When I saw the title of this Politico story—“Why reporters are down on President Obama”—I thought it would be about the press’s disillusionment with Obama’s policies as president.
Not at all; silly me. It’s about the press’s disillusionment with Obama’s policies towards—the press.
Now, I’m not saying that’s completely unimportant. Actually, it matters, both as policy and as a reflection of the character of the current administration, its leader, and his aides. Obama treats the press with arrogant contempt—and you can’t say they haven’t earned it by their fawning shilling for him in the past. For someone like Obama, that sort of adulation breeds an increase in condescension; he knows he can abuse them with impunity. And so he does, when he thinks it suits his purposes.
Obama’s last lingering need to cooperate with the press or to treat them with any sort of respect ended when he was elected and ascended to the powerful post of POTUS. Now, the more they try to please him, the more he realizes he has nothing to fear from them, and the more they realize they have something to fear from him.
During Obama’s recent, brief trip to Prague, a message went out to one of the top reporters to assemble the handful of traveling reporters for a dinner with Gibbs and other top members of the president’s entourage. The journalists dutifully complied, picked out a restaurant, made a reservation and showed up at the appointed time.
When Gibbs and the others were late, it wasn’t too surprising. But soon several hours passed with no sign of the White House contingent. The food came and went.
Eventually, the press gave up and headed out on some late-night sightseeing. As they strolled the Charles Bridge, they ran into Gibbs, who was doing the same. Asked about the dinner appointment, Gibbs said the White House group had simply decided to grab some pizza…
The difficulty in tracking down Gibbs isn’t limited to the road. Even reporters for major newspapers say they have trouble getting their calls and e-mails returned.

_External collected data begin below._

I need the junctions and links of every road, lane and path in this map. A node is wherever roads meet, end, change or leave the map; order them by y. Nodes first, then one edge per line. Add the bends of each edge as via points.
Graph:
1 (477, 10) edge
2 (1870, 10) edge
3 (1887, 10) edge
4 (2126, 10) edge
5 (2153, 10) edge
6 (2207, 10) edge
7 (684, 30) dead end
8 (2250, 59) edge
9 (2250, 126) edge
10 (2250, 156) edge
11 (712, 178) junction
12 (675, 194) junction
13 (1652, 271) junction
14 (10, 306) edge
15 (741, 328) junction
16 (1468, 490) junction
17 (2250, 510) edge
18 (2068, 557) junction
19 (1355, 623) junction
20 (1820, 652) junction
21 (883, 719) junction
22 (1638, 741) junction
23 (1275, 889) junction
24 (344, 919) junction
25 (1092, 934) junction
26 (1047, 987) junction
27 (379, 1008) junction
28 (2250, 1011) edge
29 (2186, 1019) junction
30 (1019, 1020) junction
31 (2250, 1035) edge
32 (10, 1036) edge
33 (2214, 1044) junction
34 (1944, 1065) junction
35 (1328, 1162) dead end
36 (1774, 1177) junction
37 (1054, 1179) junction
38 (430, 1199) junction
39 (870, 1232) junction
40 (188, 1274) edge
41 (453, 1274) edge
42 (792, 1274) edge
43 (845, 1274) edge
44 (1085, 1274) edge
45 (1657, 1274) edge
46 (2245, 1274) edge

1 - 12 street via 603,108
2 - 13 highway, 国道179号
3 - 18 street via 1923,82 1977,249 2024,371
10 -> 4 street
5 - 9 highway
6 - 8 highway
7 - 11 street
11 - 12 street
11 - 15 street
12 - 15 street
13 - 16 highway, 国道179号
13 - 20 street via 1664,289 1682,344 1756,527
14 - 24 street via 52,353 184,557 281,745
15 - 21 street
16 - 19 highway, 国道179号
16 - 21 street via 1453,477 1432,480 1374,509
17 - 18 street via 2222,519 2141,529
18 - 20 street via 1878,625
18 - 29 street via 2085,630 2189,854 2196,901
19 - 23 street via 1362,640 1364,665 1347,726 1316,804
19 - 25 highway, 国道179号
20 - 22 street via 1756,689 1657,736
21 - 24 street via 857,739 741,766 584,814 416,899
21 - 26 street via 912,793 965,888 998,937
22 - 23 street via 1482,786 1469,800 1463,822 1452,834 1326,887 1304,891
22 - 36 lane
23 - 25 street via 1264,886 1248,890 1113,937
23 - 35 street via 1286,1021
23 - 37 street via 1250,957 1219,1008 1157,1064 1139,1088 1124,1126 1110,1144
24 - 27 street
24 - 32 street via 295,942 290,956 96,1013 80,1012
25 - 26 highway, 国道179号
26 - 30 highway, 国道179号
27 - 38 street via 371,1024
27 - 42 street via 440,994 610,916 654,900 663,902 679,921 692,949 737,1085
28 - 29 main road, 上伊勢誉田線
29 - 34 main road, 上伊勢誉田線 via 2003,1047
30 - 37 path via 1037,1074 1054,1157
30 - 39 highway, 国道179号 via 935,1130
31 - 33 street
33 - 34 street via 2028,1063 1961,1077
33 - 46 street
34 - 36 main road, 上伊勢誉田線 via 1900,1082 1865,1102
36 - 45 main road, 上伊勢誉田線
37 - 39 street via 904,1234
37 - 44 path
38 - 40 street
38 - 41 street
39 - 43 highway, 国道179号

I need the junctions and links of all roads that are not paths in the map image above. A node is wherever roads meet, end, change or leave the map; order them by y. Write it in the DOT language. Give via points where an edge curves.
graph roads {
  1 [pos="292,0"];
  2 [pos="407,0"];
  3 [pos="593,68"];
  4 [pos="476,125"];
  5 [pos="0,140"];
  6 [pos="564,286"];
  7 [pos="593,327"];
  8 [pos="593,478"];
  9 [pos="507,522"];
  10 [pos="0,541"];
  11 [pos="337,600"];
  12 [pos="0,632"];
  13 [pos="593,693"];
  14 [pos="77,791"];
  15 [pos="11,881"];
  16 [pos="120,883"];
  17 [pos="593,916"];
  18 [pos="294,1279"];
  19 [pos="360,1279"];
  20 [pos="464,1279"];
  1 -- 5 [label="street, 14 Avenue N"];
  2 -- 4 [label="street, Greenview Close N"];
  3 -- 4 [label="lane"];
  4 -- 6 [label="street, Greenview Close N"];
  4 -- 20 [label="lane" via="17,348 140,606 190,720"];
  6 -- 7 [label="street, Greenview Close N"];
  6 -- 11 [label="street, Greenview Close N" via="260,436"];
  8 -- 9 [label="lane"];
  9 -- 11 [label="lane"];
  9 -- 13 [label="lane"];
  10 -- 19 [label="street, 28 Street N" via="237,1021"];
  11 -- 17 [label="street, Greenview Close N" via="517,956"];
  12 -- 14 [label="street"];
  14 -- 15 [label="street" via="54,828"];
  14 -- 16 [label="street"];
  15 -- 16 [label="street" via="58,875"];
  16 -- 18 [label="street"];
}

Obama knows how to play the spineless reporters like so many tuneless violins:
And just what happens when you upset the White House?
Among White House reporters, tales abound of an offhand criticism or passing claim low in an unremarkable story setting off an avalanche of hostile e-mail and voice-mail messages.
“It’s not unusual to have shouting matches or the e-mail equivalent of that. It’s very, very aggressive behavior, taking issue with a thing you’ve written, an individual word, all sorts of things,” said one White House reporter…
One of the most irritating practices of the Obama White House is when aides ignore inquiries or explicitly refuse to cooperate with an unwelcome story — only to come out with both guns blazing when it takes a skeptical view of their motives or success.
“You will give them ample opportunity on a story. They will then say, ‘We don’t have anything for you on this.’ Then, when you write an analytical graph that could be interpreted as implying a political motive by the White House, or something that makes them look like anything but geniuses, you will get a flurry of off-the-record, angry e-mails after you publish,” one national reporter said. “That does no good. If you want to complain. Engage!”…
Some reporters say the pushback is so aggressive that it undermines the credibility of Obama’s aides. “The willingness to argue that credible information is untrue is at its core dishonest and unfortunately calls into question everything else the press office says,” one White House reporter said.
So they are finally getting the fact that there’s a lot of lying going on with this administration—but only because they’re been lied to. And of course it’s not the Great Man himself, it’s his nefarious aides (“if only Stalin knew!”).
According to the article, even the administration’s favorite reporters have been frozen out when they don’t toe the line. It reminds me of what Easton Jordan of CNN revealed about his cable news network’s cooperation with Saddam Hussein, done in order to gain protection and access from the regime:
For CNN, the highest prize is “access,” to score live camera feeds from a story’s epicenter. Dictatorships understand this hunger, and also that it provides blackmail opportunities. In exchange for CNN bureaus, dictatorships require adherence to their own rules of reportage. They create conditions where CNN–and other U.S. media–can do little more than toe the regime’s line.
Obama is not Saddam, of course. But the modus operandi of his thuggish relationship with the American press is the same, and the MSM’s craven behavior has also so far been very similar to that of CNN back in the bad old Saddam days.
In the case of reporters and Obama, however, the MSM’s motivation initially sprang from reverence and even love for the candidate, rather than fear of a dictator like Saddam. Now that the press’s love for the president may be fading because they realize it’s unrequited, they remained trapped by his bullying—plus their own stunned amazement that the object of their affection is treating them with such rudeness and disdain. And after all they’ve done for him!
They still do not quite seem to understand who and what they’re dealing with. Their surprise seems unfeigned to me, which is a surprise in and of itself. It appears that they didn’t just cover up all the evidence—available during the campaign to anyone willing to look—that their man was a thinskinned, rude, arrogant, bully. They actually denied it, repressing their knowledge of and/or excusing such behavior, so strong was their need to believe in Obama.
And insight dawns slowly, very slowly, if at all. The press remains shell shocked. Love is a funny thing, and hope dies hard when one is blinded by it.